ART

A Memorial to Victims of Gun Violence, Told Through Their Keepsakes

At the National Building Museum, Hank Willis Thomas and Mass Design Group conceive a house-like memorial that pays tribute to shooting victims through mementos donated by their family members.

According to the nonprofit research group Gun Violence Archive, nearly 40,000 Americans succumb to gun violence every year—an epidemic of such great magnitude that it often reduces victims to mere statistics. Though many of their stories remain forever untold, some are being permanently enshrined in the Gun Violence Memorial Project, a poignant memorial to victims conceived by the conceptual artist Hank Willis Thomas and Mass Design Group in partnership with gun violence prevention organizations Purpose Over Pain and Everytown for Gun Safety at the National Building Museum in Washington, D.C. 

The project “provides a space for people to share their stories and give voice to the human side” of the gun violence crisis, says Michael Murphy, founder of Mass Design Group. It comprises four house-like structures built from 700 glass bricks, referencing the weekly death toll from gun-related violence in the U.S. Each brick contains a remembrance object—photographs, baby shoes, graduation tassels, and prayer books among them—donated by victims’ family members to preserve their individual memories and communicate the enormity of the gun violence crisis in built space. “It’s an ever-changing testimony to love, loss, and life,” continues Murphy. “With each story, the entire memorial changes and grows.” Also featured are excerpts from Comes the Light, a forthcoming documentary directed by Haroula Rose and produced by Caryn Capotosto about the devastating effects of gun violence.

For Thomas, the project takes on an acutely personal touch. “My family felt the effects of gun violence firsthand when my cousin was murdered during a robbery in 2000,” he says of his late relative, Songha, the namesake of the public art practice Songha & Company. “My life, and by extension my artistic practice, has been influenced ever since.” 

Thomas previously meditated on the crisis through a monumental sculpture, 14,719 (2018), shown at his mid-career survey at the Portland Art Museum, in which strips of blue fabric reminiscent of the U.S. flag were hand-stitched with one white star for every person nationwide who died from gun violence that year.
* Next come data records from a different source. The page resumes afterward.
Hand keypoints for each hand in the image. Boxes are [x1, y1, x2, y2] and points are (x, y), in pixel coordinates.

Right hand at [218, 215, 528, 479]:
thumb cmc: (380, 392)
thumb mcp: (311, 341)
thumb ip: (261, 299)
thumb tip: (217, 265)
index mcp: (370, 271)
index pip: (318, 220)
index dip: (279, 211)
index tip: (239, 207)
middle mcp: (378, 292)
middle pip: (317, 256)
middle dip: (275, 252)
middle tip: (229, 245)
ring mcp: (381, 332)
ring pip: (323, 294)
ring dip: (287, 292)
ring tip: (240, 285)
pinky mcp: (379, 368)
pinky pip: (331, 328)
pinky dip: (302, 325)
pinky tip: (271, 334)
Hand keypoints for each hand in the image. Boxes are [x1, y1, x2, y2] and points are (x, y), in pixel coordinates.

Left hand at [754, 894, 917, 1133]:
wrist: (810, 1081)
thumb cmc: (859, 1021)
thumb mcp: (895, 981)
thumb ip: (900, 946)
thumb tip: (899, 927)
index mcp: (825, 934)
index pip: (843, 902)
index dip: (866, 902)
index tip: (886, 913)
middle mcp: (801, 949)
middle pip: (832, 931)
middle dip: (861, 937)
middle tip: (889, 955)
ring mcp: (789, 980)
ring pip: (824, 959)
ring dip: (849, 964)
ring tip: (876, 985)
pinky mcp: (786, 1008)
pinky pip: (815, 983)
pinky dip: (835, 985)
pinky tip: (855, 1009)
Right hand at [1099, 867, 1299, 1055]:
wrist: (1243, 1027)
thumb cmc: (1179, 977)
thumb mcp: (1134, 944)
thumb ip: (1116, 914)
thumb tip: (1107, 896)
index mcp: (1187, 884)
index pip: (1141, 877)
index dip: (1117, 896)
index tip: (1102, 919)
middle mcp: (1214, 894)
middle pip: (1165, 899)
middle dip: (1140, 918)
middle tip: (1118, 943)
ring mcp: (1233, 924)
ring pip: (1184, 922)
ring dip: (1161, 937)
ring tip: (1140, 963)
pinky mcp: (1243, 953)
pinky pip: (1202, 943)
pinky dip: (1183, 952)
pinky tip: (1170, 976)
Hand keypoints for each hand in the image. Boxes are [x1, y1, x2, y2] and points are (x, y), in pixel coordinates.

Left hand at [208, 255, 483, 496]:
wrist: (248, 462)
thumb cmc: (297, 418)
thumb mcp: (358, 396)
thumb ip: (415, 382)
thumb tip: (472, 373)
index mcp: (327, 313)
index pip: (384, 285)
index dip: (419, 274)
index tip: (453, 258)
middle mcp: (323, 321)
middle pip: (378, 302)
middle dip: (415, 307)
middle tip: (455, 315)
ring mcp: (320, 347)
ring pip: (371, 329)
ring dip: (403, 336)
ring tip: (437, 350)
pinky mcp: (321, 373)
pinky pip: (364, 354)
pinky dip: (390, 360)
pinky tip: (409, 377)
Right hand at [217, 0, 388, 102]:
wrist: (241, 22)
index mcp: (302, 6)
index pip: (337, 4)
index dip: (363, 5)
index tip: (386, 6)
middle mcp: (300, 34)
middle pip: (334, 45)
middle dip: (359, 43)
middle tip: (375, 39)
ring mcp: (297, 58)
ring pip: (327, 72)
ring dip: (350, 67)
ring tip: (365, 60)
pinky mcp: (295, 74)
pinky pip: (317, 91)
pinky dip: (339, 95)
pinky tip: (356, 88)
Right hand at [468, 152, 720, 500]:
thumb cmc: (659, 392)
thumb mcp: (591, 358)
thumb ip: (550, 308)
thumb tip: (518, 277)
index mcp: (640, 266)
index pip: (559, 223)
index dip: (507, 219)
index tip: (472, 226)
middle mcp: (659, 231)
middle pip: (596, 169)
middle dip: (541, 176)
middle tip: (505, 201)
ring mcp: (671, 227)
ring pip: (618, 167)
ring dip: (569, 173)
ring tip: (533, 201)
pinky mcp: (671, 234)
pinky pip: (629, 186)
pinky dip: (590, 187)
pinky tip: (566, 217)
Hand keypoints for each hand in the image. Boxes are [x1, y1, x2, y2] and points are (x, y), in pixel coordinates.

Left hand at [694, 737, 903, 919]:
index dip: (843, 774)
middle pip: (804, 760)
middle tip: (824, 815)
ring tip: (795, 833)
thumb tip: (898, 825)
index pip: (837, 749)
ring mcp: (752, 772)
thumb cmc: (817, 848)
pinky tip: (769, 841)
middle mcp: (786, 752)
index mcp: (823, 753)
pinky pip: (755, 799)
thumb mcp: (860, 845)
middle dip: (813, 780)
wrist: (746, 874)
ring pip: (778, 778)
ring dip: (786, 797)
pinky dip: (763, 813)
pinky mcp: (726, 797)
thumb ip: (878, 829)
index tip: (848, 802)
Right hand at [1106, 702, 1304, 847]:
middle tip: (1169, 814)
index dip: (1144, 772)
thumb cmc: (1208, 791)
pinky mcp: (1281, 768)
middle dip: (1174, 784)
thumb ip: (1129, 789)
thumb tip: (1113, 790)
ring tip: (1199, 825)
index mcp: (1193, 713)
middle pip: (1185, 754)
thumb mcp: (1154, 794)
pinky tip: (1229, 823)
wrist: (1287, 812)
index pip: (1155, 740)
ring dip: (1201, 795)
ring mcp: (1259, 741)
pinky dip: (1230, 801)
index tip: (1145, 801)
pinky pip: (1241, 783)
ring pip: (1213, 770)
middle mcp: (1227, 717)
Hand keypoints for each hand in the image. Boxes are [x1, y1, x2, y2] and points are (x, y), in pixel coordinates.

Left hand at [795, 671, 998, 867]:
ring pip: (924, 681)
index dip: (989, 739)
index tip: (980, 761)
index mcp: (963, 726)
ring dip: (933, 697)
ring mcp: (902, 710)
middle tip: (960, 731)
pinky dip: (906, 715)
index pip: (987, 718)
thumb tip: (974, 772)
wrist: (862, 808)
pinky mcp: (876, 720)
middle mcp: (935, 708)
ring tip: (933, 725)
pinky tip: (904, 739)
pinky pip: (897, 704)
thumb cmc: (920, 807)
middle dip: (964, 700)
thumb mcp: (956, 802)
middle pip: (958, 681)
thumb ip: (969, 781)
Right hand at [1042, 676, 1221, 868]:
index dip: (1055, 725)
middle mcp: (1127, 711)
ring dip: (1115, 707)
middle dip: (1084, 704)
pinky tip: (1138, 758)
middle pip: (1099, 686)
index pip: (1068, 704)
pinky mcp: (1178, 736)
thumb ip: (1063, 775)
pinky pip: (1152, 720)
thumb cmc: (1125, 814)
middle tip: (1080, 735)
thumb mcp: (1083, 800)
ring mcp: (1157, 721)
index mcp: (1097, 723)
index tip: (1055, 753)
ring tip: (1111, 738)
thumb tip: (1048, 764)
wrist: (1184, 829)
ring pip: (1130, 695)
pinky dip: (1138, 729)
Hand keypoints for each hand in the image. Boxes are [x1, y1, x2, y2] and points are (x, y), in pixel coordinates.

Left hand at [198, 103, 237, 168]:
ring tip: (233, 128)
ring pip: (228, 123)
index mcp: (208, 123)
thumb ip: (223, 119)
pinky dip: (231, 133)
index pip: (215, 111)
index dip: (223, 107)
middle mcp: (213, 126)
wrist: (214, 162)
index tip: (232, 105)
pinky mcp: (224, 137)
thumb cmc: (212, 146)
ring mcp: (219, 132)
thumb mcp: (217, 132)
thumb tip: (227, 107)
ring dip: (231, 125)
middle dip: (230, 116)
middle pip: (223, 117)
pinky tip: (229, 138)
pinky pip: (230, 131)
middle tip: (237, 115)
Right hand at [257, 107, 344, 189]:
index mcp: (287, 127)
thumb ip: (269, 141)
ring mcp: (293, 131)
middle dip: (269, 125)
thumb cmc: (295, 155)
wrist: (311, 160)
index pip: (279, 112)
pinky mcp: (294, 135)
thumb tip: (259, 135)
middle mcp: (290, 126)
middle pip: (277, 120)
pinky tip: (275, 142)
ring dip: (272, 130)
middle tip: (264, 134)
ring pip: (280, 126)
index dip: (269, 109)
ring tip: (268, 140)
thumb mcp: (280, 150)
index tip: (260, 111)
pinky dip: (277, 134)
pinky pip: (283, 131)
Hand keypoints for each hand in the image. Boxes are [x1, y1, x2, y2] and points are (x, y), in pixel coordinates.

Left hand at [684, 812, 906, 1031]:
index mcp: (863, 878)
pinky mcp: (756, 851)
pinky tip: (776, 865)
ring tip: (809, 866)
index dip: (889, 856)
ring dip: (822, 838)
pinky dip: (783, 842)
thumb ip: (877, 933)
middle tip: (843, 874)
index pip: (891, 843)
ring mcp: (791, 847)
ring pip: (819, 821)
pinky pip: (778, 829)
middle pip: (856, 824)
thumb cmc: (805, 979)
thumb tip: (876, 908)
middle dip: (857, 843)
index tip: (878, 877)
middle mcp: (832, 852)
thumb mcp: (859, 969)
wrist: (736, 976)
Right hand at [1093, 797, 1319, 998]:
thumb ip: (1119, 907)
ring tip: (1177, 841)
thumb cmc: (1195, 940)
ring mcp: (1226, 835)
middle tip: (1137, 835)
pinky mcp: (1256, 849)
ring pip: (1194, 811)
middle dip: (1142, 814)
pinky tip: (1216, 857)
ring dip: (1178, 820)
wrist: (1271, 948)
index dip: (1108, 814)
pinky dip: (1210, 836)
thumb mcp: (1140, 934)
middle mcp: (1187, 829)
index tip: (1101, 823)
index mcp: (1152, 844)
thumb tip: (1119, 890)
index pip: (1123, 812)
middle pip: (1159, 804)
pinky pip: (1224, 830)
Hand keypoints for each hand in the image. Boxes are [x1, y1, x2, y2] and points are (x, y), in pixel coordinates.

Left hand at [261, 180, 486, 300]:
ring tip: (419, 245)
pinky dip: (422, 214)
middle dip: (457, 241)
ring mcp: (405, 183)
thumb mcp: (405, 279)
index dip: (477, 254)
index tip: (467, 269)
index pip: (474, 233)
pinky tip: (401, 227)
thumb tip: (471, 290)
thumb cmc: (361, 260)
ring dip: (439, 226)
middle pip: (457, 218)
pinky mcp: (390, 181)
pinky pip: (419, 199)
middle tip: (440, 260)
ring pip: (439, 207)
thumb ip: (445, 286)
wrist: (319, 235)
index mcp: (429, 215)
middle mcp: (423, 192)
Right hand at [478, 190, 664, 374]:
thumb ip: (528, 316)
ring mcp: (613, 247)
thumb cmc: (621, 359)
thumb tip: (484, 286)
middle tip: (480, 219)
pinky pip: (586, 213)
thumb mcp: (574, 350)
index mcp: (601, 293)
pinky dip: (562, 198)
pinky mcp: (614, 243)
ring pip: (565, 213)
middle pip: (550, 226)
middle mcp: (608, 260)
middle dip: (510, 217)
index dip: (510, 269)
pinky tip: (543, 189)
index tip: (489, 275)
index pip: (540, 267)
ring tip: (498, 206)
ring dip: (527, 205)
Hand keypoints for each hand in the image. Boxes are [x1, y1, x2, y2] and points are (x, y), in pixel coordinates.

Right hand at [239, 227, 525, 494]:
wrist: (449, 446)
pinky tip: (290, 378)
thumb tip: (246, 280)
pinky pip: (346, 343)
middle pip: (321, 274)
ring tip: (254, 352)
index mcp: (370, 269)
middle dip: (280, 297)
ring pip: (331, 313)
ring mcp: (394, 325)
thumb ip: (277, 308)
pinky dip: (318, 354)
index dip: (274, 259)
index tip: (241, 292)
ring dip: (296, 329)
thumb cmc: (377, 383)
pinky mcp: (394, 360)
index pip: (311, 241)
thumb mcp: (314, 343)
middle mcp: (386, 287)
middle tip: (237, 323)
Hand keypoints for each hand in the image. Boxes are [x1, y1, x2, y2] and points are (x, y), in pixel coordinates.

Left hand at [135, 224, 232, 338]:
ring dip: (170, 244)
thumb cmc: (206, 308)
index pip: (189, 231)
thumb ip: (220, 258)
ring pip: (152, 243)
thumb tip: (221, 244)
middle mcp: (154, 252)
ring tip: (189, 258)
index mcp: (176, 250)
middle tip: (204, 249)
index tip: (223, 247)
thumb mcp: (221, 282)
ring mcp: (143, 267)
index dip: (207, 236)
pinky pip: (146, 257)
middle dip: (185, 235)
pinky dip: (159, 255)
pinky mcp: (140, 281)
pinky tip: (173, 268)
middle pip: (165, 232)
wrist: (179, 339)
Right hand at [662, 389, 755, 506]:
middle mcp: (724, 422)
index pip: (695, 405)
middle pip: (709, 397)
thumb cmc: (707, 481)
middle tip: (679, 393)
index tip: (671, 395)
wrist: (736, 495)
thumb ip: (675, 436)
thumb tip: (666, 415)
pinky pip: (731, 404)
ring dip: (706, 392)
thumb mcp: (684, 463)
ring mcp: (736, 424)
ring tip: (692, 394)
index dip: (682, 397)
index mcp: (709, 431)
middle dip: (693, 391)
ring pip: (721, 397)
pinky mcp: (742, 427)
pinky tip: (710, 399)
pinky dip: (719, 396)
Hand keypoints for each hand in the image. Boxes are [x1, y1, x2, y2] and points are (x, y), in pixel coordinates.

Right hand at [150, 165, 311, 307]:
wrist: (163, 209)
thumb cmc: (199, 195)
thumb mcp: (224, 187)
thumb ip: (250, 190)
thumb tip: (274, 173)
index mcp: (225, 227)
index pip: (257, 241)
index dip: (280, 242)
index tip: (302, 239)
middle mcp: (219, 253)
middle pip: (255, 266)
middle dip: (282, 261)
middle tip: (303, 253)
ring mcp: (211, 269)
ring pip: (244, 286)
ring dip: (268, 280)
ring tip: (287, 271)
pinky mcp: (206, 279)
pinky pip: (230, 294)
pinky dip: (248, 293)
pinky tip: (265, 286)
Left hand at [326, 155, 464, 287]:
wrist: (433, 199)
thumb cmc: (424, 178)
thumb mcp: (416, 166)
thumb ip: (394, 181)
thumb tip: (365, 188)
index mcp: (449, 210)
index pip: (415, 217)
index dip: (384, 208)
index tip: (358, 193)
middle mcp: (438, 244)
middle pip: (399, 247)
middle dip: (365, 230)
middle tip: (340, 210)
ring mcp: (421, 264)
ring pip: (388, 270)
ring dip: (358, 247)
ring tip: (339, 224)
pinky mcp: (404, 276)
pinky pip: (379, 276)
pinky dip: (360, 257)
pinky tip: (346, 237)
They descended from the museum’s soaring atrium, creating a chapel of loss that questions the second-amendment patriotism that many mistake for the right to kill. “The most likely way for young African American men to die is by gun violence,” Thomas told the New York Times. “But all you have to be is alive in America and you can fall victim.” 

Mass Design Group, a nonprofit Boston-based design collective, has risen to prominence for architectural projects such as hospitals in Rwanda, a cholera treatment center in Haiti, and a “waiting village” for pregnant women in Malawi that advocate for human dignity, social justice, and healing. In 2018, the firm completed the National Memorial for Peace and Justice in Montgomery, Alabama, that honors more than 4,000 victims of racially motivated lynching. For the Gun Violence Memorial Project, the firm strove to “communicate the enormity of the epidemic while also honoring the individuals whose lives have been taken,” says senior associate Jha D. Williams. “The recognizable form of the wood lattice and glass houses are but the framework in which the more intimate narrative is shared; the memorial is the willingness of families to share personal artifacts and stories of their loved ones.” 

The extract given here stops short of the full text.